僕は恥ずかしくなり俯きながら愚痴を口にする。ラインは構わず僕の手を取った。

「さっそく教会に行くぞ、ヤン!」
「伴侶認定してもらうのか?」

「当然だろ?苦労の末にセックスしたのに、伴侶認定してもらわないとかバカだろ。それに、認定してもらったら祝い金と貴重なアイテムが教会から貰える!」

「・・そういえば、セックスなしでも裸で添い寝すれば伴侶認定されたよな?その場合は、アイテムは貰えないけど。もしかして、アイテム欲しさにラインは僕の尻を掘ったのか?」

「ぎくっ!」
「なんだよ、その反応は!」

「仕方ないだろ。無課金勢が課金並みのアイテムを手に入れるには、身を削るしかないの。この場合は、ヤンの尻が削れた訳だが。とにかく、教会に行って愛を誓おう」

本当に身勝手だ。でも、重なり合う手に温もりを感じる。アバターなのに温もりがあるってなんか変な感じ。黙って従うのはちょっと癪で、文句を口にする。

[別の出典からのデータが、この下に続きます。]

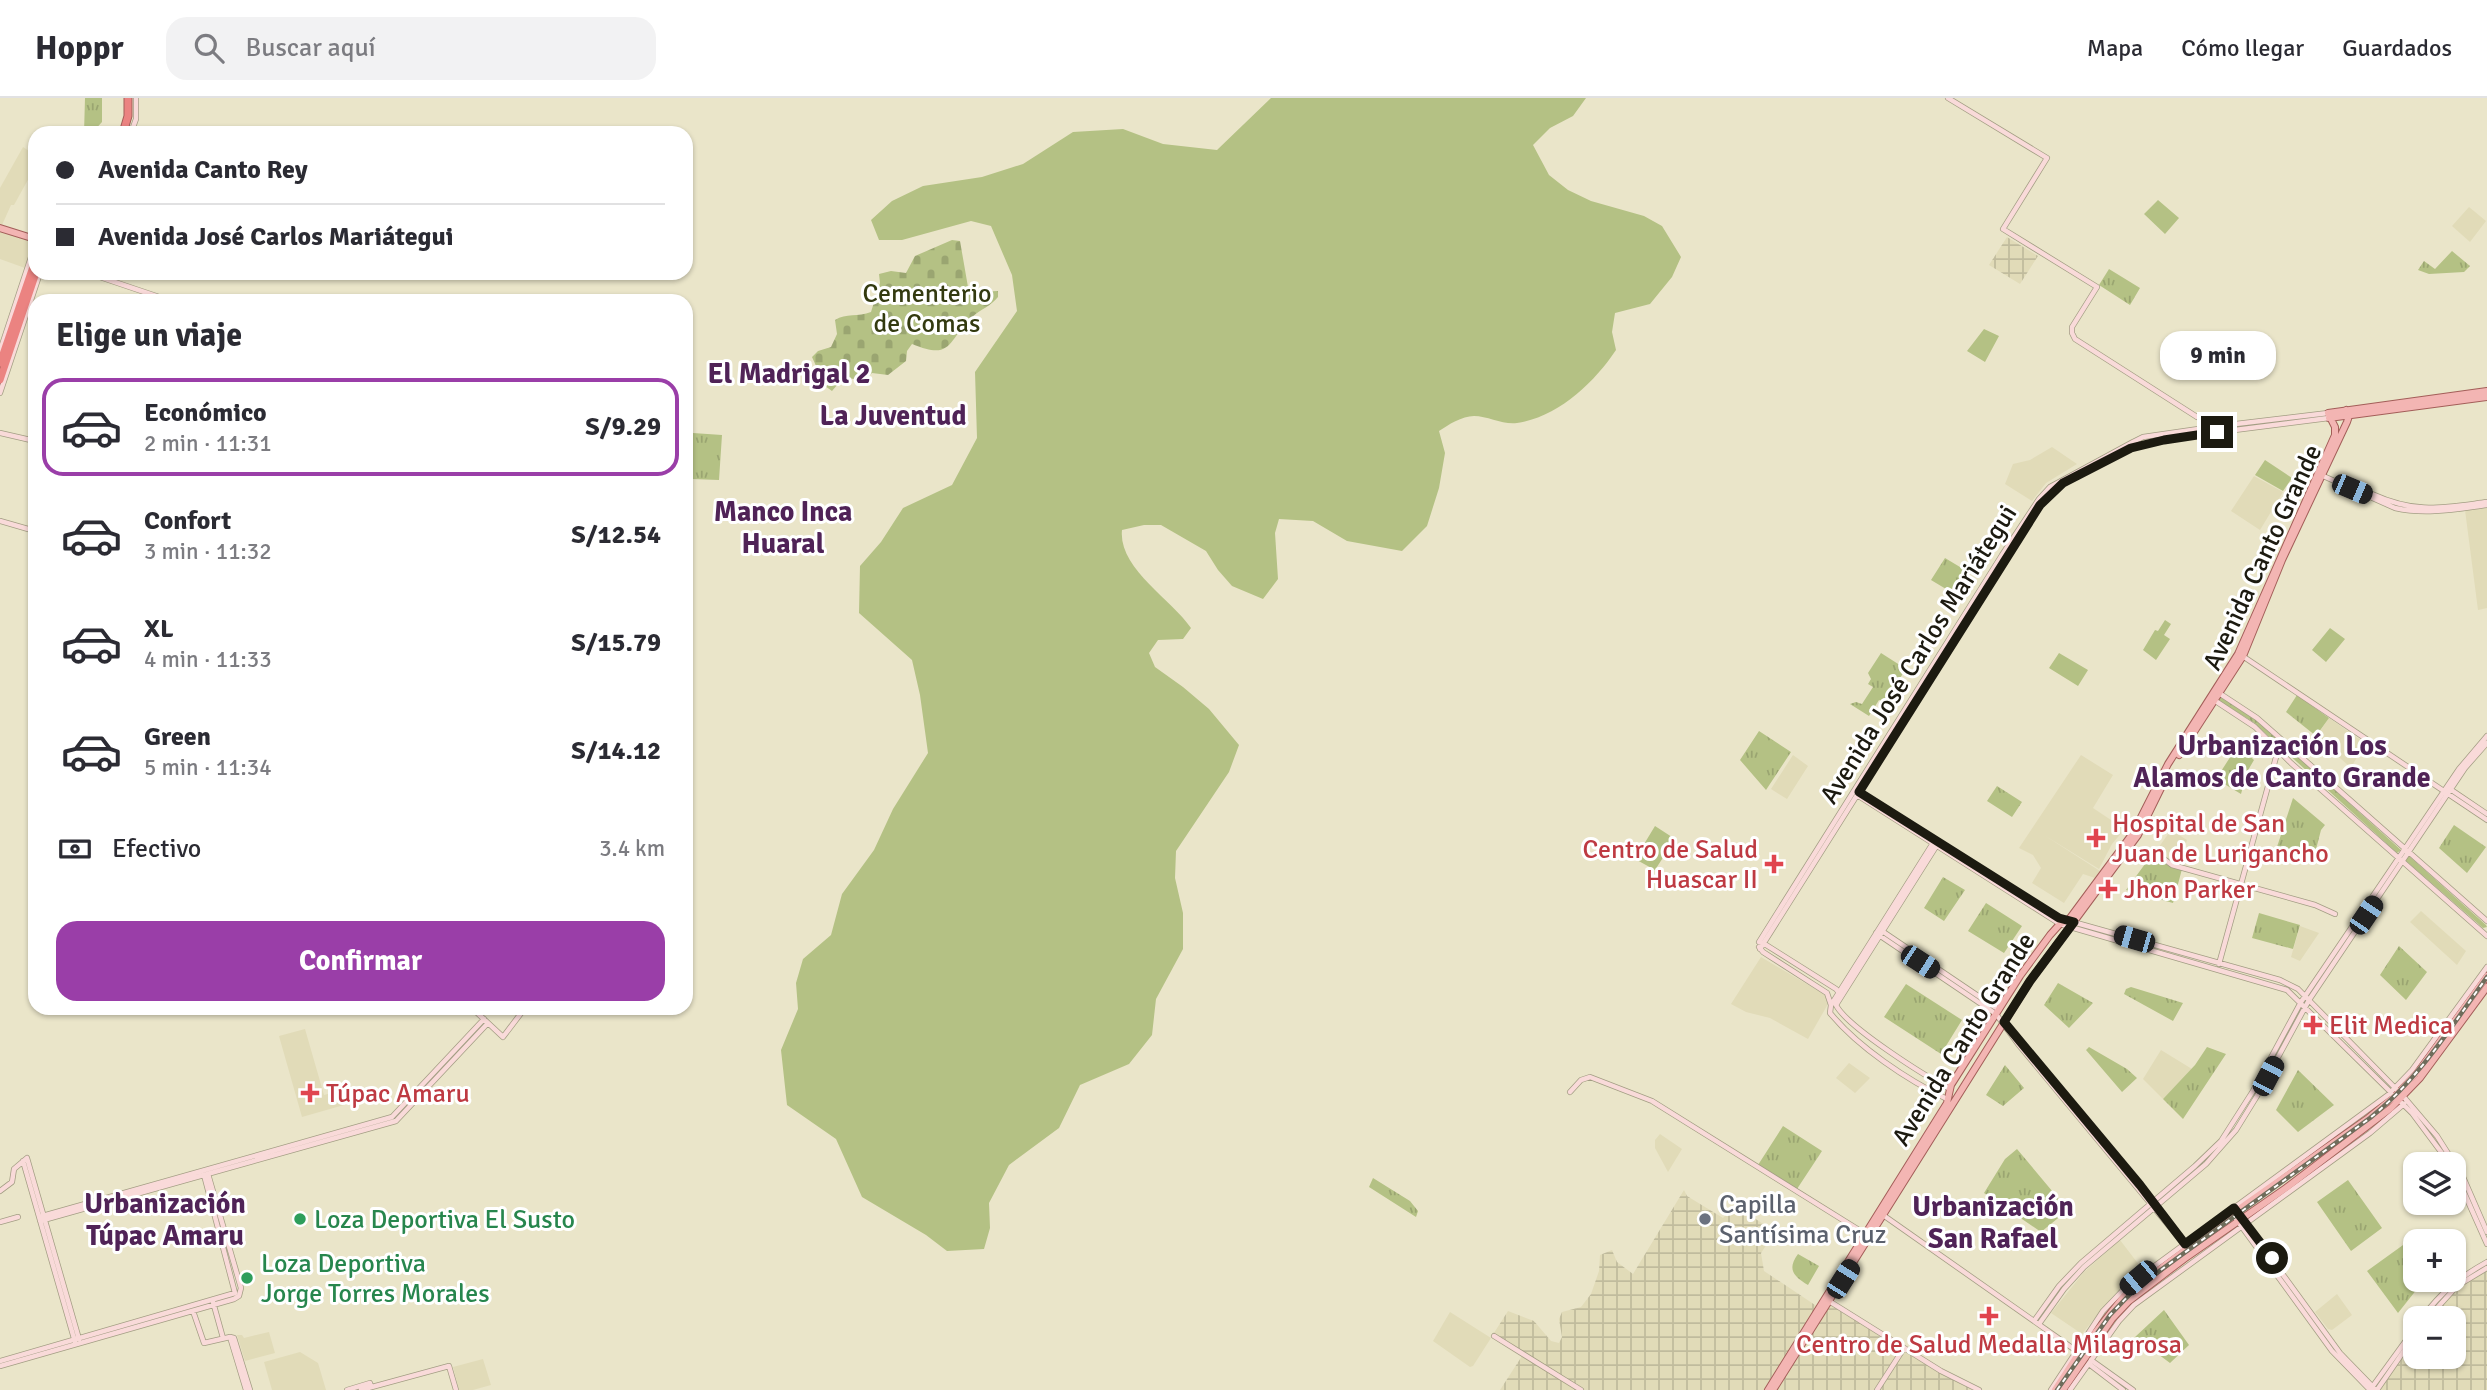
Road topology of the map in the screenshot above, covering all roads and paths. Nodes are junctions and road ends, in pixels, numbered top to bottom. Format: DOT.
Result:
graph roads {
  1 [pos="130,98"];
  2 [pos="1948,98"];
  3 [pos="128,126"];
  4 [pos="0,228"];
  5 [pos="28,237"];
  6 [pos="28,267"];
  7 [pos="28,280"];
  8 [pos="109,280"];
  9 [pos="150,294"];
  10 [pos="28,301"];
  11 [pos="28,305"];
  12 [pos="12,327"];
  13 [pos="0,353"];
  14 [pos="0,363"];
  15 [pos="0,380"];
  16 [pos="2487,391"];
  17 [pos="0,393"];
  18 [pos="2487,397"];
  19 [pos="2347,413"];
  20 [pos="2328,416"];
  21 [pos="2197,417"];
  22 [pos="2219,426"];
  23 [pos="2194,430"];
  24 [pos="2231,430"];
  25 [pos="0,433"];
  26 [pos="2191,436"];
  27 [pos="28,439"];
  28 [pos="2130,446"];
  29 [pos="2320,473"];
  30 [pos="2487,504"];
  31 [pos="0,521"];
  32 [pos="28,529"];
  33 [pos="2240,655"];
  34 [pos="2217,691"];
  35 [pos="2212,699"];
  36 [pos="2487,736"];
  37 [pos="2487,743"];
  38 [pos="2278,749"];
  39 [pos="2447,790"];
  40 [pos="1856,792"];
  41 [pos="2487,814"];
  42 [pos="2487,820"];
  43 [pos="1935,843"];
  44 [pos="2407,850"];
  45 [pos="2153,851"];
  46 [pos="2401,858"];
  47 [pos="2241,884"];
  48 [pos="2335,914"];
  49 [pos="2487,922"];
  50 [pos="2068,924"];
  51 [pos="1879,932"];
  52 [pos="2050,935"];
  53 [pos="2487,936"];
  54 [pos="2059,942"];
  55 [pos="1761,945"];
  56 [pos="2218,966"];
  57 [pos="2487,967"];
  58 [pos="2487,976"];
  59 [pos="2487,987"];
  60 [pos="1839,991"];
  61 [pos="2007,997"];
  62 [pos="1840,998"];
  63 [pos="2308,998"];
  64 [pos="2016,1003"];
  65 [pos="2303,1004"];
  66 [pos="1833,1005"];
  67 [pos="1998,1011"];
  68 [pos="478,1015"];
  69 [pos="520,1015"];
  70 [pos="485,1021"];
  71 [pos="2003,1024"];
  72 [pos="1950,1089"];
  73 [pos="1570,1092"];
  74 [pos="2401,1098"];
  75 [pos="1951,1101"];
  76 [pos="1944,1113"];
  77 [pos="2442,1152"];
  78 [pos="205,1173"];
  79 [pos="0,1191"];
  80 [pos="2466,1197"];
  81 [pos="2153,1204"];
  82 [pos="2234,1211"];
  83 [pos="1883,1215"];
  84 [pos="18,1217"];
  85 [pos="41,1218"];
  86 [pos="0,1222"];
  87 [pos="2242,1222"];
  88 [pos="2487,1232"];
  89 [pos="1868,1235"];
  90 [pos="2185,1244"];
  91 [pos="2487,1244"];
  92 [pos="2487,1262"];
  93 [pos="2487,1268"];
  94 [pos="1827,1299"];
  95 [pos="213,1303"];
  96 [pos="2431,1306"];
  97 [pos="2439,1306"];
  98 [pos="193,1311"];
  99 [pos="2037,1323"];
  100 [pos="1494,1336"];
  101 [pos="223,1338"];
  102 [pos="77,1341"];
  103 [pos="2403,1346"];
  104 [pos="1904,1348"];
  105 [pos="2403,1351"];
  106 [pos="2084,1357"];
  107 [pos="0,1363"];
  108 [pos="370,1385"];
  109 [pos="2374,1389"];
  110 [pos="248,1390"];
  111 [pos="347,1390"];
  112 [pos="361,1390"];
  113 [pos="454,1390"];
  114 [pos="1581,1390"];
  115 [pos="1768,1390"];
  116 [pos="1773,1390"];
  117 [pos="1877,1390"];
  118 [pos="1979,1390"];
  119 [pos="2053,1390"];
  120 [pos="2063,1390"];
  121 [pos="2070,1390"];
  122 [pos="2123,1390"];
  123 [pos="2133,1390"];
  1 -- 3 [label="highway"];
  2 -- 21 [label="main road"];
  4 -- 5 [label="main road"];
  6 -- 13 [label="main road"];
  7 -- 12 [label="highway"];
  8 -- 9 [label="main road"];
  10 -- 15 [label="highway"];
  11 -- 17 [label="main road"];
  12 -- 13 [label="highway"];
  12 -- 14 [label="highway"];
  16 -- 19 [label="main road, Avenida José Carlos Mariátegui"];
  18 -- 19 [label="main road, Avenida José Carlos Mariátegui"];
  19 -- 20 [label="main road, Avenida José Carlos Mariátegui"];
  19 -- 29 [label="main road, Avenida Canto Grande"];
  20 -- 22 [label="main road, Avenida José Carlos Mariátegui"];
  20 -- 24 [label="main road, Avenida José Carlos Mariátegui"];
  20 -- 29 [label="main road, Avenida Canto Grande"];
  21 -- 22 [label="main road"];
  21 -- 23 [label="main road"];
  22 -- 23 [label="main road, Avenida José Carlos Mariátegui"];
  22 -- 24 [label="main road"];
  23 -- 26 [label="main road"];
  23 -- 28 [label="main road, Avenida José Carlos Mariátegui"];
  24 -- 26 [label="main road, Avenida José Carlos Mariátegui"];
  25 -- 27 [label="main road"];
  26 -- 28 [label="main road, Avenida José Carlos Mariátegui"];
  28 -- 40 [label="main road, Avenida José Carlos Mariátegui"];
  29 -- 30 [label="main road"];
  29 -- 33 [label="main road, Avenida Canto Grande"];
  31 -- 32 [label="main road"];
  33 -- 34 [label="main road, Avenida Canto Grande"];
  33 -- 39 [label="main road"];
  34 -- 35 [label="main road, Avenida Canto Grande"];
  34 -- 44 [label="main road"];
  35 -- 38 [label="main road"];
  35 -- 50 [label="main road, Avenida Canto Grande"];
  36 -- 39 [label="main road"];
  37 -- 39 [label="main road"];
  38 -- 46 [label="main road"];
  38 -- 47 [label="main road"];
  39 -- 41 [label="main road"];
  39 -- 42 [label="main road"];
  39 -- 44 [label="main road"];
  40 -- 43 [label="main road"];
  40 -- 55 [label="main road, Avenida José Carlos Mariátegui"];
  43 -- 50 [label="main road"];
  43 -- 51 [label="main road"];
  44 -- 46 [label="main road"];
  44 -- 49 [label="main road"];
  45 -- 47 [label="main road"];
  46 -- 53 [label="main road"];
  46 -- 63 [label="main road"];
  47 -- 48 [label="main road"];
  47 -- 56 [label="main road"];
  50 -- 52 [label="main road, Avenida Canto Grande"];
  50 -- 54 [label="main road, Avenida Canto Grande"];
  50 -- 56 [label="main road"];
  51 -- 60 [label="main road"];
  51 -- 62 [label="main road"];
  51 -- 67 [label="main road"];
  52 -- 54 [label="main road"];
  52 -- 61 [label="main road, Avenida Canto Grande"];
  54 -- 64 [label="main road, Avenida Canto Grande"];
  55 -- 60 [label="main road"];
  55 -- 66 [label="main road"];
  56 -- 63 [label="main road"];
  56 -- 65 [label="main road"];
  57 -- 74 [label="main road"];
  58 -- 74 [label="main road"];
  59 -- 74 [label="main road"];
  60 -- 62 [label="main road"];
  60 -- 66 [label="main road"];
  61 -- 64 [label="main road"];
  61 -- 67 [label="main road, Avenida Canto Grande"];
  62 -- 66 [label="main road"];
  63 -- 65 [label="main road"];
  63 -- 74 [label="main road"];
  64 -- 71 [label="main road, Avenida Canto Grande"];
  65 -- 74 [label="main road"];
  65 -- 81 [label="main road"];
  66 -- 72 [label="main road"];
  66 -- 75 [label="main road"];
  67 -- 71 [label="main road"];
  67 -- 72 [label="main road, Avenida Canto Grande"];
  68 -- 70 [label="main road"];
  69 -- 70 [label="main road"];
  70 -- 78 [label="main road"];
  70 -- 78 [label="main road"];
  71 -- 75 [label="main road, Avenida Canto Grande"];
  71 -- 81 [label="main road"];
  72 -- 75 [label="main road, Avenida Canto Grande"];
  73 -- 89 [label="main road"];
  74 -- 77 [label="main road"];
  74 -- 82 [label="main road"];
  74 -- 87 [label="main road"];
  74 -- 88 [label="main road"];
  75 -- 76 [label="main road, Avenida Canto Grande"];
  76 -- 83 [label="main road, Avenida Canto Grande"];
  76 -- 89 [label="main road, Avenida Canto Grande"];
  78 -- 85 [label="main road"];
  78 -- 95 [label="main road"];
  79 -- 85 [label="main road"];
  80 -- 91 [label="main road"];
  81 -- 90 [label="main road"];
  81 -- 99 [label="main road"];
  82 -- 87 [label="main road"];
  82 -- 90 [label="main road"];
  82 -- 106 [label="main road"];
  83 -- 89 [label="main road, Avenida Canto Grande"];
  83 -- 99 [label="main road"];
  84 -- 86 [label="main road"];
  85 -- 102 [label="main road"];
  87 -- 106 [label="main road"];
  87 -- 109 [label="main road"];
  89 -- 94 [label="main road, Avenida Canto Grande"];
  90 -- 106 [label="main road"];
  92 -- 96 [label="main road"];
  93 -- 97 [label="main road"];
  94 -- 104 [label="main road"];
  94 -- 115 [label="main road, Avenida Canto Grande"];
  94 -- 116 [label="main road, Avenida Canto Grande"];
  95 -- 98 [label="main road"];
  95 -- 101 [label="main road"];
  95 -- 102 [label="main road"];
  98 -- 101 [label="main road"];
  98 -- 102 [label="main road"];
  99 -- 106 [label="main road"];
  100 -- 114 [label="main road"];
  101 -- 110 [label="main road"];
  102 -- 107 [label="main road"];
  103 -- 109 [label="main road"];
  104 -- 117 [label="main road"];
  104 -- 118 [label="main road"];
  105 -- 109 [label="main road"];
  106 -- 119 [label="main road"];
  106 -- 120 [label="main road"];
  106 -- 121 [label="main road"];
  106 -- 122 [label="main road"];
  106 -- 123 [label="main road"];
  108 -- 111 [label="main road"];
  108 -- 112 [label="main road"];
  108 -- 113 [label="main road"];
}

「なんだか、直ぐに伴侶解消する未来しか見えないのだが・・」

「一緒にゲーム転生するとか、もう運命だろ。伴侶解消はしないぞ、ヤン」

「運命・・」

「しかも、お前とのセックスがかなりよかった。毎日しような、ヤン!」

「ふざけんな。ラインとはもうやらない」
「なんでだよ!?」

「愛情を感じないからにきまってるだろ!アイテム欲しさに幼馴染の尻を掘るとか最低だからな、ライン!」

「と、とにかくだ!街にでよう、ヤン。露店で旨いもの食べながら、街中デートする。情報収集をしながら、教会に向かう。あ、薔薇庭園に寄ってもいいぞ。アイスとかクレープとか食べながら、今後の事を話し合う。な、いい提案だろ?」

僕はラインと手を繋いだまま、頷いていた。

「確かに。風俗で童貞を捨てても彼女いない歴を更新しているラインにしては、よい提案かも知れないな」

「くっ!お前は風俗店を嫌って、遂に魔法使いになった癖に偉そうにするなよ!」

『雷、静電気レベルで』

バシッ

「うごっ!びりってきた!びりって!」

「ふふ、魔法使いはレベルコントロールに成功した。いやぁ、最強魔法をぶっぱなしたいな。それでは、ライン。教会に向かいましょうか?」

「怖いから、手を繋ぐのやめていい?」
「恐妻家の様な発言はやめろ、ライン」
「わかったよ、ヤン。あ、愛してるから」
『雷、静電気レベルで』 

バシッ

「ぐおっ!」
「ラインってホント馬鹿」

僕たちは手を繋いだまま、外の世界に飛び出した。